= Assigned task =
Filter the material, keeping only lines with the word "node".

= Records to use =
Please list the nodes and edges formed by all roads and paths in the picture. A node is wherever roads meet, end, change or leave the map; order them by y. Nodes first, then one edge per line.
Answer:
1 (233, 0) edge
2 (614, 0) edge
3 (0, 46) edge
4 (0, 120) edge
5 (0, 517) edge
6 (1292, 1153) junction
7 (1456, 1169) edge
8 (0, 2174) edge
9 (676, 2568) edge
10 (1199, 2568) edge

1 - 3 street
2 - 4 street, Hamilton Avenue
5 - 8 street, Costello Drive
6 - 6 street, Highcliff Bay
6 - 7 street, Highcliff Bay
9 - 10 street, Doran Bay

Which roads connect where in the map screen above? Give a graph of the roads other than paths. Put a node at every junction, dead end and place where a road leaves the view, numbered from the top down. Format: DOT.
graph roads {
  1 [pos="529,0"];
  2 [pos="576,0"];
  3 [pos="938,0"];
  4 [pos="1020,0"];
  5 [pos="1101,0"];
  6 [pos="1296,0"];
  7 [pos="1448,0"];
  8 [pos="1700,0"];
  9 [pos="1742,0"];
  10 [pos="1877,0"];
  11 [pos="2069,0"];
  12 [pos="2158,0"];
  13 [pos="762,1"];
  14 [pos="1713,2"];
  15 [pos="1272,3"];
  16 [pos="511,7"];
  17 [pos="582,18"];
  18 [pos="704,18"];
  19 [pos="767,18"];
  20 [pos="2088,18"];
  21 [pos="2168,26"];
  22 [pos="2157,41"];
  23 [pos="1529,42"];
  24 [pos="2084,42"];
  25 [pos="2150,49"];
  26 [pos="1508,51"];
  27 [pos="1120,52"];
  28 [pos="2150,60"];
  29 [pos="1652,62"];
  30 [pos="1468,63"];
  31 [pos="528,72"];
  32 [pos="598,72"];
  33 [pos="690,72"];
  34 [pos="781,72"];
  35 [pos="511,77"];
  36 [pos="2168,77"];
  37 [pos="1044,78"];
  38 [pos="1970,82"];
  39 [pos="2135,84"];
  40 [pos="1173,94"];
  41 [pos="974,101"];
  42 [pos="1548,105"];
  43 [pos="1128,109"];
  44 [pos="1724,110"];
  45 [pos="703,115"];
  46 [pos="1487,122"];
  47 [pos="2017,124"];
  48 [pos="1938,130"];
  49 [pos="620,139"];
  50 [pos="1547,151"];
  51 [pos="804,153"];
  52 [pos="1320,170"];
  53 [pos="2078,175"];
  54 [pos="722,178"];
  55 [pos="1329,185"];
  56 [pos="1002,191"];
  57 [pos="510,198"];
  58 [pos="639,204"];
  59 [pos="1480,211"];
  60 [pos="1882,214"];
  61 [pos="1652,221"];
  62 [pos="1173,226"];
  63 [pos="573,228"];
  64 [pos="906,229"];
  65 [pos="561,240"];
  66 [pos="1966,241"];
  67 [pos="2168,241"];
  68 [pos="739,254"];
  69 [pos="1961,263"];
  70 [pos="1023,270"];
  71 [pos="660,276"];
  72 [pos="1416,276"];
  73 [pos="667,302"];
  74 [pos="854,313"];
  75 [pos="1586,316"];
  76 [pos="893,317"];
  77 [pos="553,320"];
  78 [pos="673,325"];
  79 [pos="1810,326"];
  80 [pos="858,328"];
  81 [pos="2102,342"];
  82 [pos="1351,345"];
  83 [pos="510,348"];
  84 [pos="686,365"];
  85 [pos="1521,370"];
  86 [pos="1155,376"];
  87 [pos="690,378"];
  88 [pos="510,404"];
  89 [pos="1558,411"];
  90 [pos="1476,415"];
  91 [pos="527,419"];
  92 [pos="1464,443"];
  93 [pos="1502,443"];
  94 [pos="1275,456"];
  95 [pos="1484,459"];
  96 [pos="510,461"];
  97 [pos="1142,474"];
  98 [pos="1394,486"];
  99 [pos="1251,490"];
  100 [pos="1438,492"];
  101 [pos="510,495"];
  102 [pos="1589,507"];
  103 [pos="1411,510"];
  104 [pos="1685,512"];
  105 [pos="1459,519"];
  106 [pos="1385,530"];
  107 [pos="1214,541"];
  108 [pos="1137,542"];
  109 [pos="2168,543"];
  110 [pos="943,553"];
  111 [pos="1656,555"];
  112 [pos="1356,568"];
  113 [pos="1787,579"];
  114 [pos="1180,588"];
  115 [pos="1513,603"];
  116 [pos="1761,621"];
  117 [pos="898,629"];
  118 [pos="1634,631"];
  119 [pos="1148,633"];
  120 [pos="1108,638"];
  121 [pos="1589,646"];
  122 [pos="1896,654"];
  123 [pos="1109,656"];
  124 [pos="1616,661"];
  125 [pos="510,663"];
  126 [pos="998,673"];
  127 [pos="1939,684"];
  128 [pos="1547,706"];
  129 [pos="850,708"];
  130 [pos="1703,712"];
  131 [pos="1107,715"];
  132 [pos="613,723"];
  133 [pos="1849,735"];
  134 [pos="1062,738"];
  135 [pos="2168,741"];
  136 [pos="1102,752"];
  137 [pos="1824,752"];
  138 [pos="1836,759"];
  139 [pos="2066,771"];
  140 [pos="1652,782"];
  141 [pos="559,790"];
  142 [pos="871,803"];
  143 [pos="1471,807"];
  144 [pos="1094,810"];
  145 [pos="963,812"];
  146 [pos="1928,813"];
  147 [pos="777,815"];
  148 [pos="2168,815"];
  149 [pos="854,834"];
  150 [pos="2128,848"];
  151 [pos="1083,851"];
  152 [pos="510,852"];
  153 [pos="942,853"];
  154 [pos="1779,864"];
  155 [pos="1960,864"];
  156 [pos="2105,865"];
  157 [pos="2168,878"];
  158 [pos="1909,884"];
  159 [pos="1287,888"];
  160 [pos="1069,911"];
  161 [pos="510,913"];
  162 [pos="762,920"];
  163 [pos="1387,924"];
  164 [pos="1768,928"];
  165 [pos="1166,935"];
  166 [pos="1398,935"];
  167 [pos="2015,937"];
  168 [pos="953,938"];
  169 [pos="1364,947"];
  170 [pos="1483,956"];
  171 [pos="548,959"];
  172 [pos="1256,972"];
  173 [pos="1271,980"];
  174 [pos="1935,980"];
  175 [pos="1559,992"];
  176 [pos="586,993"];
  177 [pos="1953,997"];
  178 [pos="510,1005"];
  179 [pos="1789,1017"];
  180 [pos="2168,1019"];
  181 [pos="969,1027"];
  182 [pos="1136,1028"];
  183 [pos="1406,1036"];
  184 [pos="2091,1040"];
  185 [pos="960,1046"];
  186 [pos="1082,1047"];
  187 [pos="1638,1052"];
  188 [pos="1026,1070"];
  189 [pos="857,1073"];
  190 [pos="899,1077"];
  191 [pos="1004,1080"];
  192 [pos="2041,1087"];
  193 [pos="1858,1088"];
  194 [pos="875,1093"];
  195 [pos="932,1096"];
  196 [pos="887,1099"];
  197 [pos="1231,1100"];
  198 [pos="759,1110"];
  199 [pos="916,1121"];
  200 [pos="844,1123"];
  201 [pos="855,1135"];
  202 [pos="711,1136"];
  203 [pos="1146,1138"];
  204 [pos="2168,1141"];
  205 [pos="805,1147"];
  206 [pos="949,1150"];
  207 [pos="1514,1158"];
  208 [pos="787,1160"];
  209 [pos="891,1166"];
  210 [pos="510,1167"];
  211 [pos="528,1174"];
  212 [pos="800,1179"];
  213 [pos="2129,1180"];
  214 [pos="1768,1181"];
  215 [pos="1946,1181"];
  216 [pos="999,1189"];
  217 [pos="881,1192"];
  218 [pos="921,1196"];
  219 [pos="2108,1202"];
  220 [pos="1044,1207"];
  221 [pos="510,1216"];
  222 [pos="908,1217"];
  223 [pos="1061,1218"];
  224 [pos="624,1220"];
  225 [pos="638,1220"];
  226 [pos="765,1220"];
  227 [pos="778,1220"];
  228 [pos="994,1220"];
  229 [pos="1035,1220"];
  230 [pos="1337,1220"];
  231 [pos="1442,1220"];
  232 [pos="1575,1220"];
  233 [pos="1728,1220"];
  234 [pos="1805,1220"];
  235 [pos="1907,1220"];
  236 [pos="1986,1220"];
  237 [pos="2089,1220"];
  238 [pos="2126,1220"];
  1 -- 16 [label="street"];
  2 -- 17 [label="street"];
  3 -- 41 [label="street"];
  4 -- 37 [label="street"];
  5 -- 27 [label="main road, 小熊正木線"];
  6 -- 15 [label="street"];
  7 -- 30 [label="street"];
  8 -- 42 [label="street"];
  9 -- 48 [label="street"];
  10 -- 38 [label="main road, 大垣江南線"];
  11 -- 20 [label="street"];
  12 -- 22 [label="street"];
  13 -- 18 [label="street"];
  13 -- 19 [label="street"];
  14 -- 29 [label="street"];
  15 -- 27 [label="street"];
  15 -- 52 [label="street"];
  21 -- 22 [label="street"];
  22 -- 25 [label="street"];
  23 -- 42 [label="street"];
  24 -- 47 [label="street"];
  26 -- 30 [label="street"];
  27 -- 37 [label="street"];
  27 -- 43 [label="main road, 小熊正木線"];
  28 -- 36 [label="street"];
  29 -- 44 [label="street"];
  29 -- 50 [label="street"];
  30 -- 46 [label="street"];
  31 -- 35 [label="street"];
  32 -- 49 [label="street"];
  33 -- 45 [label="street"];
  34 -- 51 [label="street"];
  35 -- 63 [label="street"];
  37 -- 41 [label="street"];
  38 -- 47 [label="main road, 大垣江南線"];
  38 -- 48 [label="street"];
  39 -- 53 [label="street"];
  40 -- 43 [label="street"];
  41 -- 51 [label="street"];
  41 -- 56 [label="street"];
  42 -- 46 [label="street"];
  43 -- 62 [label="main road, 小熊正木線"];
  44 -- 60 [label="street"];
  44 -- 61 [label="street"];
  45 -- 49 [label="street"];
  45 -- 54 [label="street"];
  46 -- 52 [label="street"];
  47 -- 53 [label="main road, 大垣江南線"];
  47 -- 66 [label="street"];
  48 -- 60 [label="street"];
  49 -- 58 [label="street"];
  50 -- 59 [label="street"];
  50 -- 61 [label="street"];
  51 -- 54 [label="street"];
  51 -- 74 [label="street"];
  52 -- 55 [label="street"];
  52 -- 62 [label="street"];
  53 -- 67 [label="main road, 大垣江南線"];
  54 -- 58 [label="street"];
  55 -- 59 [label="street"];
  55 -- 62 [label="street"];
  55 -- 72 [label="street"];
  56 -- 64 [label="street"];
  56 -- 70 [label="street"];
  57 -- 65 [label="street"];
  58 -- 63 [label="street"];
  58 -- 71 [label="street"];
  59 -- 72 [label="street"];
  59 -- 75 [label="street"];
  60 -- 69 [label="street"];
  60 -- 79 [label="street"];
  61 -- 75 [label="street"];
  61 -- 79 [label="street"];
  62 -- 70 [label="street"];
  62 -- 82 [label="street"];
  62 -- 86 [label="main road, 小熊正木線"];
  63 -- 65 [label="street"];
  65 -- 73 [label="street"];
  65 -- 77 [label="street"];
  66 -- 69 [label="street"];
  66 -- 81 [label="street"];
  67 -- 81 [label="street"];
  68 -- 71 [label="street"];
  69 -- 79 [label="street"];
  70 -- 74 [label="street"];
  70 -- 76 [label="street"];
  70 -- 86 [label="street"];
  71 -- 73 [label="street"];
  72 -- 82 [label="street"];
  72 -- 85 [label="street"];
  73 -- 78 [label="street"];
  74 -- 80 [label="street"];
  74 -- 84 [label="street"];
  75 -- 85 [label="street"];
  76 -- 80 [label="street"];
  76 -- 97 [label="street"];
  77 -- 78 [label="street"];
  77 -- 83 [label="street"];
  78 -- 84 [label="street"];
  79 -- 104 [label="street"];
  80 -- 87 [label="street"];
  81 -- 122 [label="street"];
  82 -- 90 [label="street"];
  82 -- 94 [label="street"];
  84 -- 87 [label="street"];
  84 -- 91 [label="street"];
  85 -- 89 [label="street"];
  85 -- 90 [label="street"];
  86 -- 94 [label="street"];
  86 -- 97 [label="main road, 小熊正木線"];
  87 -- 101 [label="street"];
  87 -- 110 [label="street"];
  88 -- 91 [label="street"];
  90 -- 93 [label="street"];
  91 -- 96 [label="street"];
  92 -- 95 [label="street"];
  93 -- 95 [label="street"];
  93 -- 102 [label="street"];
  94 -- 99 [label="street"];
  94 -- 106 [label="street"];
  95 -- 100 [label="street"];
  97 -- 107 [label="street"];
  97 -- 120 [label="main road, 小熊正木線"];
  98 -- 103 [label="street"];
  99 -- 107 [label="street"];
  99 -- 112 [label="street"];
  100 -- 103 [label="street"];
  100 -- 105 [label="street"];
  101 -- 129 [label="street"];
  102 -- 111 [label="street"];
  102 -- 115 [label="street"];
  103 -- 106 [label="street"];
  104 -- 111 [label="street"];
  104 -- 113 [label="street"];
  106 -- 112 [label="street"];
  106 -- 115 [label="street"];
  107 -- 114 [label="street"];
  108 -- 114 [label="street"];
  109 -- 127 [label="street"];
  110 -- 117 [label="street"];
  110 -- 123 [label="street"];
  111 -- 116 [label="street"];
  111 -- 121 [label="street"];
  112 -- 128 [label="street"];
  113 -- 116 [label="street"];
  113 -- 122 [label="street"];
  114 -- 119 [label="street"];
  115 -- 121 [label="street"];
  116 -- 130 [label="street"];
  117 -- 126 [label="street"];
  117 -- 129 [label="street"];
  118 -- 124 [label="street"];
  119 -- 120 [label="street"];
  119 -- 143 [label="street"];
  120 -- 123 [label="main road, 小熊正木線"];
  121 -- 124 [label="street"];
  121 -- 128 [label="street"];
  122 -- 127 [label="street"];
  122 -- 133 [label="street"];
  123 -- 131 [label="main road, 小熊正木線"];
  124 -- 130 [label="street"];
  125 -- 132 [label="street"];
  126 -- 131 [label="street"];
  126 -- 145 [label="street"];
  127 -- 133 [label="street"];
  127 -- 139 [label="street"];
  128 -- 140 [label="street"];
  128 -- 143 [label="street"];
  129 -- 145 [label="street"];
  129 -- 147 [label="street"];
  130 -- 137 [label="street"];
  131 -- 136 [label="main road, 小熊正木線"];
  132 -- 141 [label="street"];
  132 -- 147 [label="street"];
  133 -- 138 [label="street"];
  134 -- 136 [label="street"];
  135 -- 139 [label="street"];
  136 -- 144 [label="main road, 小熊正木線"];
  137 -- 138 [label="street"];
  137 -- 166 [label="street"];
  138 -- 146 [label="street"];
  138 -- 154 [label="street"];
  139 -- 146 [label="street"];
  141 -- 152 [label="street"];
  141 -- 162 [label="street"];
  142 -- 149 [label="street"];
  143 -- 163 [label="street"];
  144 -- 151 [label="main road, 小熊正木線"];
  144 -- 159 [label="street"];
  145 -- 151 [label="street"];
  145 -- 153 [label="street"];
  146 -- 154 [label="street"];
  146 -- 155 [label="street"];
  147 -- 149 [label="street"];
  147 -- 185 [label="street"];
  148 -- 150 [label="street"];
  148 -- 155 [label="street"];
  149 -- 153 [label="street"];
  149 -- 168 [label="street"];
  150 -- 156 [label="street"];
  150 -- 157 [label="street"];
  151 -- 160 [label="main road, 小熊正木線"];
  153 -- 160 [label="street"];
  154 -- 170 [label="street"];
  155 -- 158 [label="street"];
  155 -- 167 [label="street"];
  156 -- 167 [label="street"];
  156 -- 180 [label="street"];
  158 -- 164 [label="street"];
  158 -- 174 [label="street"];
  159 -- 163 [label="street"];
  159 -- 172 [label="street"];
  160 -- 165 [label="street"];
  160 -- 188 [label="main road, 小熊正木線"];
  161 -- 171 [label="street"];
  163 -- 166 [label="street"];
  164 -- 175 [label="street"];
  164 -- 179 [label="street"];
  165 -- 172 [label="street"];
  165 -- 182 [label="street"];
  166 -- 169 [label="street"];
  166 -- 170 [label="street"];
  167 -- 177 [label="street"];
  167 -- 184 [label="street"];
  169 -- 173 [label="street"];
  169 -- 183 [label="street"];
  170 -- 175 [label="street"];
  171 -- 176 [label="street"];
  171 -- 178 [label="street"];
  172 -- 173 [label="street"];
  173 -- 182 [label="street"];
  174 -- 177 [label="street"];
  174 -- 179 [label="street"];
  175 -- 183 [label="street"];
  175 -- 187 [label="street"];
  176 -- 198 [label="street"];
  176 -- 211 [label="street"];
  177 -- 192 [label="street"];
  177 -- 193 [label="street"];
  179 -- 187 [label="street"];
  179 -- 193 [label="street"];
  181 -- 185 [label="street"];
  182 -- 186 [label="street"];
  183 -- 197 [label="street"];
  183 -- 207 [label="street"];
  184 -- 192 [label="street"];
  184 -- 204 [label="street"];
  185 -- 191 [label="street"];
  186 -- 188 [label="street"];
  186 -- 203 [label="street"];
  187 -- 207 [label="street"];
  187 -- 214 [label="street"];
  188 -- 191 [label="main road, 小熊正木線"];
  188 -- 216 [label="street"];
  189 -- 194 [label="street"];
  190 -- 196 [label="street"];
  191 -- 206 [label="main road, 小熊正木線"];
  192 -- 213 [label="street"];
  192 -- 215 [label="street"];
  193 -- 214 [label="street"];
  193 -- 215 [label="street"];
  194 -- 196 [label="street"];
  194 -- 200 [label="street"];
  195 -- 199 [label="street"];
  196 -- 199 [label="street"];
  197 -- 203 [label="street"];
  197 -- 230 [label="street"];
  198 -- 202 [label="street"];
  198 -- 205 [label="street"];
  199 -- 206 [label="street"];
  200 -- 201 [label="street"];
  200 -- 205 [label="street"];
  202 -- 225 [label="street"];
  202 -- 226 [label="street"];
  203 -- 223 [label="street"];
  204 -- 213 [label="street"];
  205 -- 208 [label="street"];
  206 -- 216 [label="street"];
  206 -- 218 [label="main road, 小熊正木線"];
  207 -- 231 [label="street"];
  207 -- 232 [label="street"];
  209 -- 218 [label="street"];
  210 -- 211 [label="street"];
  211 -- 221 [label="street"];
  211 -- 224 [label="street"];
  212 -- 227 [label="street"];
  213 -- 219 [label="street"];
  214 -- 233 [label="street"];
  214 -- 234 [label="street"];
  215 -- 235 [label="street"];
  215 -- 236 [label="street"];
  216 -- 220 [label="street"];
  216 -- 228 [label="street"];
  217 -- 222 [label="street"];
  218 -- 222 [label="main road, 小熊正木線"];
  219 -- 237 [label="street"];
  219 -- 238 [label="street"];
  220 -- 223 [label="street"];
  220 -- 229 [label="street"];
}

= Exercise solution =
Please list the nodes and edges formed by all roads and paths in the picture. A node is wherever roads meet, end, change or leave the map; order them by y. Nodes first, then one edge per line.
Which roads connect where in the map screen above? Give a graph of the roads other than paths. Put a node at every junction, dead end and place where a road leaves the view, numbered from the top down. Format: DOT.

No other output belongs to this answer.